Just because our prediction models perform well, doesn’t guarantee that they will provide meaningful clinical benefits.
We need to be able to provide feedback from these models to patients such that they trust the system and its feedback, find it useful, and engage with it over time in a way that improves their recovery. Questions about what information to provide, how to present it, and when to present it are all critical to the success of this system.
And we were just awarded another grant from the NIAAA to do exactly this.
Next Steps: Optimize System Feedback to Patients
Sensing EMA and geolocation for four months
Model updated each night for next day
Lapse probability predictions
Important risk features
Risk relevant support recommendations
Participants receive daily messages varying combinations of these components
Measure trust, engagement, and clinical outcomes
In this project, we have embedded a prediction model that uses inputs from both EMA and geolocation within our Smart recovery monitoring and support system.

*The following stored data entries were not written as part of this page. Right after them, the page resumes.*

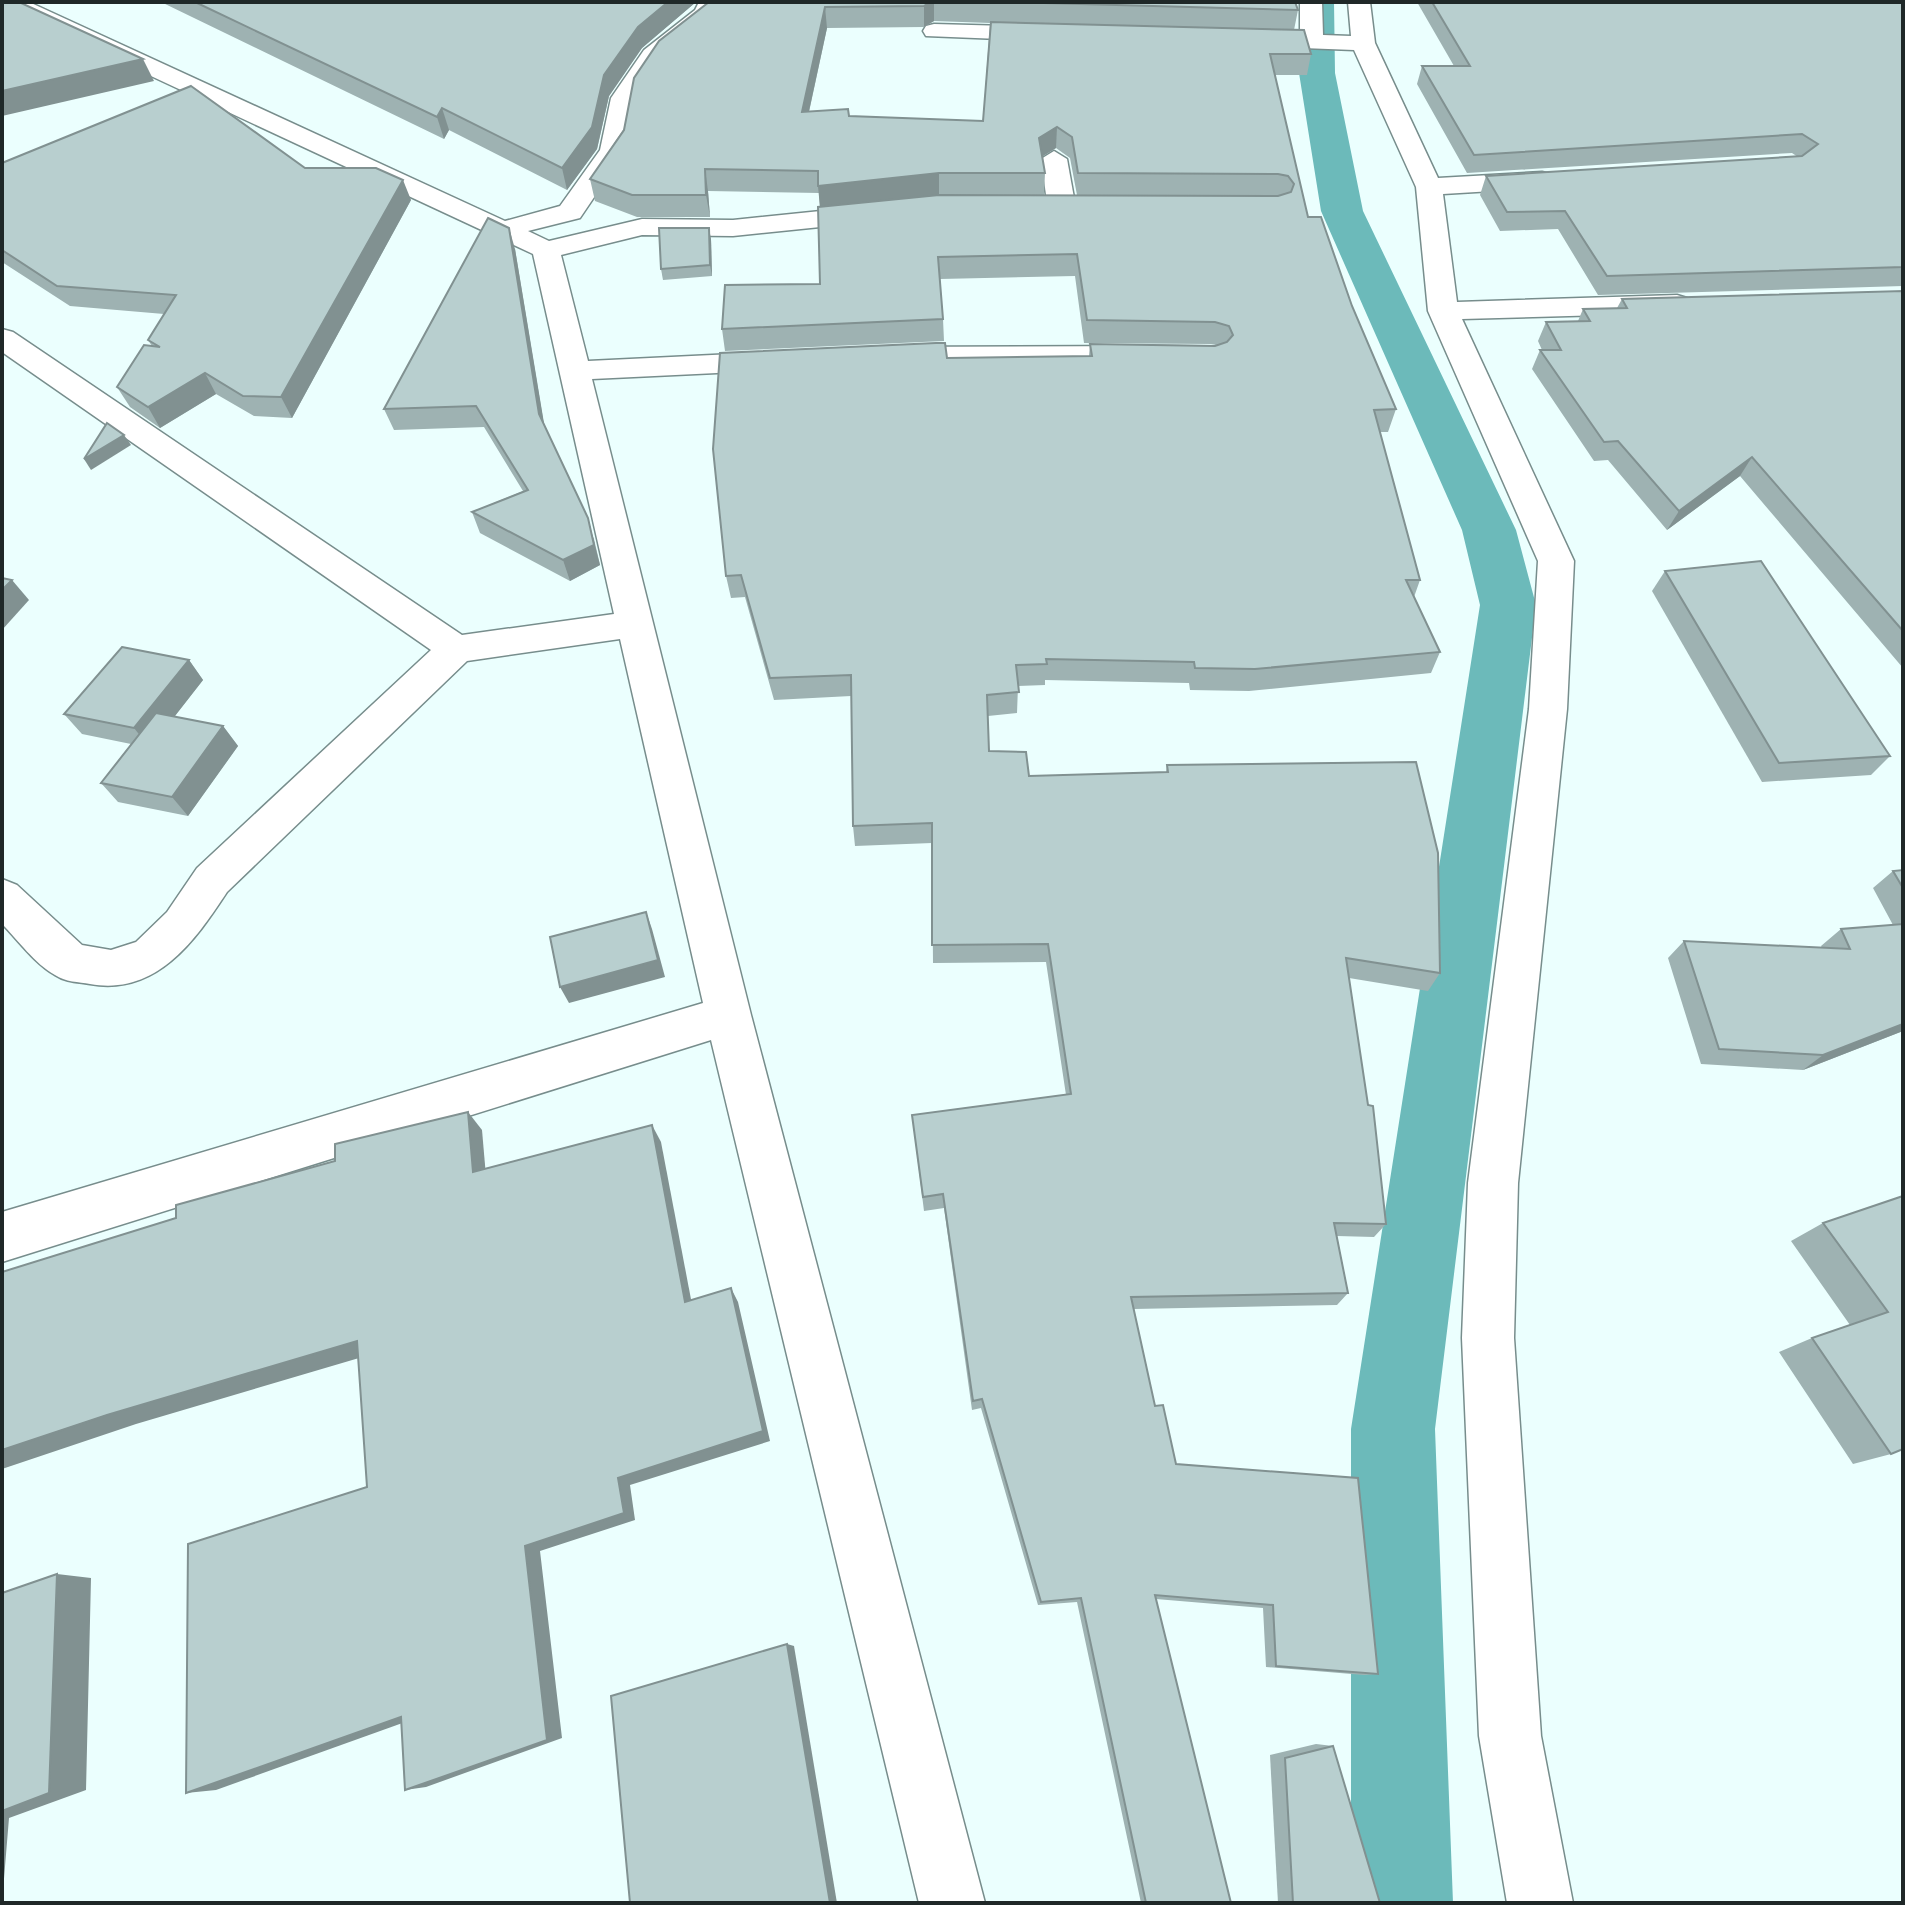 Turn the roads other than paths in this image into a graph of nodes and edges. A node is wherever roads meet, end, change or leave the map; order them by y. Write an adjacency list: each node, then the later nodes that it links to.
1 (11, 2): 16 (street)
2 (1311, 2): 8 (street)
3 (698, 8): 16 (street)
4 (1361, 23): 8 (street); 11 (street)
5 (934, 31): 6 (street)
6 (1076, 35)
7 (1233, 39): 8 (street)
8 (1312, 41)
9 (1054, 159): 14 (street)
10 (1571, 178): 11 (street)
11 (1429, 187): 19 (street)
12 (1031, 208): 14 (street)
13 (1092, 208): 14 (street)
14 (1062, 209)
15 (907, 210): 17 (street)
16 (502, 230): 17 (street)
17 (546, 250): 24 (street)
18 (1713, 303): 19 (street)
19 (1443, 311): 31 (street)
20 (2, 338): 26 (street)
21 (1180, 356): 22 (street)
22 (857, 357)
23 (810, 359): 24 (street)
24 (575, 371): 25 (street)
25 (635, 624): 26 (street); 28 (street)
26 (456, 649): 27 (street)
27 (2, 897)
28 (728, 1015): 29 (street); 30 (street)
29 (2, 1237)
30 (952, 1903)
31 (1540, 1903)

Participants will use this system for 4 months. Each day, the model will
make daily lapse probability predictions for each participant
identify current personalized lapse risks contributing to that prediction,
and map those risks to behavioral and support recommendations that are specific to each person each day.
We can then manipulate what information we include in daily messages from the system to participants to increase their trust and engagement with the system as well as formally evaluating its clinical benefits.
Obviously, we are very excited to get started on this project because it will bring us one step closer to providing meaningful support to individuals in recovery.
Thanks for your time. I am eager to hear your reactions to all of this and I’d be happy to answer any questions.